### INSTRUCTIONS TO FOLLOW
Each of the records must appear again, exactly as it was written.

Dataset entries

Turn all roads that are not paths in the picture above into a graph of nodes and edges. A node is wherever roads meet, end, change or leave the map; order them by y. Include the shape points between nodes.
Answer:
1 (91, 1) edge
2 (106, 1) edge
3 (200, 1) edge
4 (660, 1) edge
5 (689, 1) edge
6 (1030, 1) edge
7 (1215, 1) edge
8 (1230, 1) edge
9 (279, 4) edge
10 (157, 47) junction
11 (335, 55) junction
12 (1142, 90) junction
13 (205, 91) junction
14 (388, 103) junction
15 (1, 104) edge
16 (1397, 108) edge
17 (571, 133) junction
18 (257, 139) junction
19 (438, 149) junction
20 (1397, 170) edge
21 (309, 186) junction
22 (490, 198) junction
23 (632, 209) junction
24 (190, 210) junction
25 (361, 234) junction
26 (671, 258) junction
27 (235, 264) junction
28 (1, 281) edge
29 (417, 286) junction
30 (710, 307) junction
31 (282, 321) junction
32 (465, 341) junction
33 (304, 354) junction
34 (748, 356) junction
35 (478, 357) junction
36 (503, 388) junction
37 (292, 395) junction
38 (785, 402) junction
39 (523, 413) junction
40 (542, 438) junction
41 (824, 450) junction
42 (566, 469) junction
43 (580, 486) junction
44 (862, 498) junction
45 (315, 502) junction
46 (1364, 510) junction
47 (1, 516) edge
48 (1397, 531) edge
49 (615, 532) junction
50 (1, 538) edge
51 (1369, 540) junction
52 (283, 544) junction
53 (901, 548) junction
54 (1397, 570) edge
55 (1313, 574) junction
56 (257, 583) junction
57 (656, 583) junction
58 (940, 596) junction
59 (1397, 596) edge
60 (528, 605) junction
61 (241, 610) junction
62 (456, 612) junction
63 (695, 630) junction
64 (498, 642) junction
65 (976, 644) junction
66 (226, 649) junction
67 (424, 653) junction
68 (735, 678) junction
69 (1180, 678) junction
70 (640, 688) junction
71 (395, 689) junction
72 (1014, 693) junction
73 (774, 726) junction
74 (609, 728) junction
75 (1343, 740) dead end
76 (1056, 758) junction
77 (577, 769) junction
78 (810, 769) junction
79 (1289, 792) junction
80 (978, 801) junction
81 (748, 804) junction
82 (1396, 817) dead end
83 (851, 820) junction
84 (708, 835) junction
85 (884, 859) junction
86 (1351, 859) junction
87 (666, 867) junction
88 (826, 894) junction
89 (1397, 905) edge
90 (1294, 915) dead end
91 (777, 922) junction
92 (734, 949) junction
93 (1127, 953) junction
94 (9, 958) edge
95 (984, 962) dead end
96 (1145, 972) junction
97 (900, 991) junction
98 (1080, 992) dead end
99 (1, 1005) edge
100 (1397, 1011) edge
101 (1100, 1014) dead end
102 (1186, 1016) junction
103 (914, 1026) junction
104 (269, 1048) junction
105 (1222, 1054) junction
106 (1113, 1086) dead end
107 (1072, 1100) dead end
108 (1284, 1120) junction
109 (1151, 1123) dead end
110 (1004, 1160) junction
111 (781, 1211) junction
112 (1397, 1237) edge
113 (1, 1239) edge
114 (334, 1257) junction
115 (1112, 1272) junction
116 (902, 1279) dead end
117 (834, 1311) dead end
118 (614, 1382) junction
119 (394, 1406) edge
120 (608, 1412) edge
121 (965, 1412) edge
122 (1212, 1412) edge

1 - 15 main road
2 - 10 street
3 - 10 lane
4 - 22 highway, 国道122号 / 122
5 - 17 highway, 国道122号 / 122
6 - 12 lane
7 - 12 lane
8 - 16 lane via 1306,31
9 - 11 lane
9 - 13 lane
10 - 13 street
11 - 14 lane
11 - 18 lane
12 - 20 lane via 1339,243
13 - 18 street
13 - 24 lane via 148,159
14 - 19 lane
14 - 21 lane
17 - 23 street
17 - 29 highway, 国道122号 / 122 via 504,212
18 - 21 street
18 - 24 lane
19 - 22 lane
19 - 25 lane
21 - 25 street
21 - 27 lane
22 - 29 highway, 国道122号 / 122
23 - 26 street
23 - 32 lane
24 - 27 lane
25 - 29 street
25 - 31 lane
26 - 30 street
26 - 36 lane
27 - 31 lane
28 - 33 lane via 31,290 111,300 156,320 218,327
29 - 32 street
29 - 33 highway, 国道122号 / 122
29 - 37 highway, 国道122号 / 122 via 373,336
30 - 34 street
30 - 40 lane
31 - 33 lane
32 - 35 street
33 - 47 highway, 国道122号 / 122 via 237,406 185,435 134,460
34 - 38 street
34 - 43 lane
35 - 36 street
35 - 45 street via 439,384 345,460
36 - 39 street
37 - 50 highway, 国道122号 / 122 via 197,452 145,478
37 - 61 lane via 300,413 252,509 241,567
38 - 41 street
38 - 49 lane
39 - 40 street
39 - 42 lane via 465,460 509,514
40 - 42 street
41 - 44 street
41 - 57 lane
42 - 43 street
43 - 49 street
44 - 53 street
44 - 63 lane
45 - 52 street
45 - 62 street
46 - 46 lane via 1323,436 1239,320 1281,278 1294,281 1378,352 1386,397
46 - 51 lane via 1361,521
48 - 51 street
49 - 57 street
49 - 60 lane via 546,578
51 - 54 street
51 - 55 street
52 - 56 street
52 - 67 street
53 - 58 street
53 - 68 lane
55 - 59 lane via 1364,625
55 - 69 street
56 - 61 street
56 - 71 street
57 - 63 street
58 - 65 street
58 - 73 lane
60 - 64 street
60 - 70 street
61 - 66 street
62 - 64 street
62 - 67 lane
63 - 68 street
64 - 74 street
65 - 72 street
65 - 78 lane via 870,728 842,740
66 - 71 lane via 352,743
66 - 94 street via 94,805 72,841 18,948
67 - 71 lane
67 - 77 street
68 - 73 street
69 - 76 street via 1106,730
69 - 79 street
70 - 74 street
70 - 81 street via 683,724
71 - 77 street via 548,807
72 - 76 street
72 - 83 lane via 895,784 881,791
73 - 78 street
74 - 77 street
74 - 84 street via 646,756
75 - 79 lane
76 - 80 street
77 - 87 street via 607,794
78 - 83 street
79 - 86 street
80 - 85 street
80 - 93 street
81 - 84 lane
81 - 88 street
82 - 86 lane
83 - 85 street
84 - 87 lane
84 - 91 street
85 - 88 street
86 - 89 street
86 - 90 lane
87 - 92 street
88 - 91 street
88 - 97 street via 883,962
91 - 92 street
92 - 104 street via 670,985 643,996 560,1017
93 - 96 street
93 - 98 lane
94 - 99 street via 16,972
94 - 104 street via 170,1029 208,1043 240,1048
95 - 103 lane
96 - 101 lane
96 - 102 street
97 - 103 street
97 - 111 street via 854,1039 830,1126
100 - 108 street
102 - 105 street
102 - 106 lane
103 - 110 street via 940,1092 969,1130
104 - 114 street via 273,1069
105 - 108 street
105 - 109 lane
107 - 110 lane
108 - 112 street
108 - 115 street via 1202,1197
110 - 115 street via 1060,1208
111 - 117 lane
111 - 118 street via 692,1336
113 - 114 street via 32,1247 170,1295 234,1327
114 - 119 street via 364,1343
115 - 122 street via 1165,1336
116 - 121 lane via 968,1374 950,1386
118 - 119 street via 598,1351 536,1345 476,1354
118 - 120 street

### SOLUTION TO THIS TASK
Turn all roads that are not paths in the picture above into a graph of nodes and edges. A node is wherever roads meet, end, change or leave the map; order them by y. Include the shape points between nodes.
Answer:
1 (91, 1) edge
2 (106, 1) edge
3 (200, 1) edge
4 (660, 1) edge
5 (689, 1) edge
6 (1030, 1) edge
7 (1215, 1) edge
8 (1230, 1) edge
9 (279, 4) edge
10 (157, 47) junction
11 (335, 55) junction
12 (1142, 90) junction
13 (205, 91) junction
14 (388, 103) junction
15 (1, 104) edge
16 (1397, 108) edge
17 (571, 133) junction
18 (257, 139) junction
19 (438, 149) junction
20 (1397, 170) edge
21 (309, 186) junction
22 (490, 198) junction
23 (632, 209) junction
24 (190, 210) junction
25 (361, 234) junction
26 (671, 258) junction
27 (235, 264) junction
28 (1, 281) edge
29 (417, 286) junction
30 (710, 307) junction
31 (282, 321) junction
32 (465, 341) junction
33 (304, 354) junction
34 (748, 356) junction
35 (478, 357) junction
36 (503, 388) junction
37 (292, 395) junction
38 (785, 402) junction
39 (523, 413) junction
40 (542, 438) junction
41 (824, 450) junction
42 (566, 469) junction
43 (580, 486) junction
44 (862, 498) junction
45 (315, 502) junction
46 (1364, 510) junction
47 (1, 516) edge
48 (1397, 531) edge
49 (615, 532) junction
50 (1, 538) edge
51 (1369, 540) junction
52 (283, 544) junction
53 (901, 548) junction
54 (1397, 570) edge
55 (1313, 574) junction
56 (257, 583) junction
57 (656, 583) junction
58 (940, 596) junction
59 (1397, 596) edge
60 (528, 605) junction
61 (241, 610) junction
62 (456, 612) junction
63 (695, 630) junction
64 (498, 642) junction
65 (976, 644) junction
66 (226, 649) junction
67 (424, 653) junction
68 (735, 678) junction
69 (1180, 678) junction
70 (640, 688) junction
71 (395, 689) junction
72 (1014, 693) junction
73 (774, 726) junction
74 (609, 728) junction
75 (1343, 740) dead end
76 (1056, 758) junction
77 (577, 769) junction
78 (810, 769) junction
79 (1289, 792) junction
80 (978, 801) junction
81 (748, 804) junction
82 (1396, 817) dead end
83 (851, 820) junction
84 (708, 835) junction
85 (884, 859) junction
86 (1351, 859) junction
87 (666, 867) junction
88 (826, 894) junction
89 (1397, 905) edge
90 (1294, 915) dead end
91 (777, 922) junction
92 (734, 949) junction
93 (1127, 953) junction
94 (9, 958) edge
95 (984, 962) dead end
96 (1145, 972) junction
97 (900, 991) junction
98 (1080, 992) dead end
99 (1, 1005) edge
100 (1397, 1011) edge
101 (1100, 1014) dead end
102 (1186, 1016) junction
103 (914, 1026) junction
104 (269, 1048) junction
105 (1222, 1054) junction
106 (1113, 1086) dead end
107 (1072, 1100) dead end
108 (1284, 1120) junction
109 (1151, 1123) dead end
110 (1004, 1160) junction
111 (781, 1211) junction
112 (1397, 1237) edge
113 (1, 1239) edge
114 (334, 1257) junction
115 (1112, 1272) junction
116 (902, 1279) dead end
117 (834, 1311) dead end
118 (614, 1382) junction
119 (394, 1406) edge
120 (608, 1412) edge
121 (965, 1412) edge
122 (1212, 1412) edge

1 - 15 main road
2 - 10 street
3 - 10 lane
4 - 22 highway, 国道122号 / 122
5 - 17 highway, 国道122号 / 122
6 - 12 lane
7 - 12 lane
8 - 16 lane via 1306,31
9 - 11 lane
9 - 13 lane
10 - 13 street
11 - 14 lane
11 - 18 lane
12 - 20 lane via 1339,243
13 - 18 street
13 - 24 lane via 148,159
14 - 19 lane
14 - 21 lane
17 - 23 street
17 - 29 highway, 国道122号 / 122 via 504,212
18 - 21 street
18 - 24 lane
19 - 22 lane
19 - 25 lane
21 - 25 street
21 - 27 lane
22 - 29 highway, 国道122号 / 122
23 - 26 street
23 - 32 lane
24 - 27 lane
25 - 29 street
25 - 31 lane
26 - 30 street
26 - 36 lane
27 - 31 lane
28 - 33 lane via 31,290 111,300 156,320 218,327
29 - 32 street
29 - 33 highway, 国道122号 / 122
29 - 37 highway, 国道122号 / 122 via 373,336
30 - 34 street
30 - 40 lane
31 - 33 lane
32 - 35 street
33 - 47 highway, 国道122号 / 122 via 237,406 185,435 134,460
34 - 38 street
34 - 43 lane
35 - 36 street
35 - 45 street via 439,384 345,460
36 - 39 street
37 - 50 highway, 国道122号 / 122 via 197,452 145,478
37 - 61 lane via 300,413 252,509 241,567
38 - 41 street
38 - 49 lane
39 - 40 street
39 - 42 lane via 465,460 509,514
40 - 42 street
41 - 44 street
41 - 57 lane
42 - 43 street
43 - 49 street
44 - 53 street
44 - 63 lane
45 - 52 street
45 - 62 street
46 - 46 lane via 1323,436 1239,320 1281,278 1294,281 1378,352 1386,397
46 - 51 lane via 1361,521
48 - 51 street
49 - 57 street
49 - 60 lane via 546,578
51 - 54 street
51 - 55 street
52 - 56 street
52 - 67 street
53 - 58 street
53 - 68 lane
55 - 59 lane via 1364,625
55 - 69 street
56 - 61 street
56 - 71 street
57 - 63 street
58 - 65 street
58 - 73 lane
60 - 64 street
60 - 70 street
61 - 66 street
62 - 64 street
62 - 67 lane
63 - 68 street
64 - 74 street
65 - 72 street
65 - 78 lane via 870,728 842,740
66 - 71 lane via 352,743
66 - 94 street via 94,805 72,841 18,948
67 - 71 lane
67 - 77 street
68 - 73 street
69 - 76 street via 1106,730
69 - 79 street
70 - 74 street
70 - 81 street via 683,724
71 - 77 street via 548,807
72 - 76 street
72 - 83 lane via 895,784 881,791
73 - 78 street
74 - 77 street
74 - 84 street via 646,756
75 - 79 lane
76 - 80 street
77 - 87 street via 607,794
78 - 83 street
79 - 86 street
80 - 85 street
80 - 93 street
81 - 84 lane
81 - 88 street
82 - 86 lane
83 - 85 street
84 - 87 lane
84 - 91 street
85 - 88 street
86 - 89 street
86 - 90 lane
87 - 92 street
88 - 91 street
88 - 97 street via 883,962
91 - 92 street
92 - 104 street via 670,985 643,996 560,1017
93 - 96 street
93 - 98 lane
94 - 99 street via 16,972
94 - 104 street via 170,1029 208,1043 240,1048
95 - 103 lane
96 - 101 lane
96 - 102 street
97 - 103 street
97 - 111 street via 854,1039 830,1126
100 - 108 street
102 - 105 street
102 - 106 lane
103 - 110 street via 940,1092 969,1130
104 - 114 street via 273,1069
105 - 108 street
105 - 109 lane
107 - 110 lane
108 - 112 street
108 - 115 street via 1202,1197
110 - 115 street via 1060,1208
111 - 117 lane
111 - 118 street via 692,1336
113 - 114 street via 32,1247 170,1295 234,1327
114 - 119 street via 364,1343
115 - 122 street via 1165,1336
116 - 121 lane via 968,1374 950,1386
118 - 119 street via 598,1351 536,1345 476,1354
118 - 120 street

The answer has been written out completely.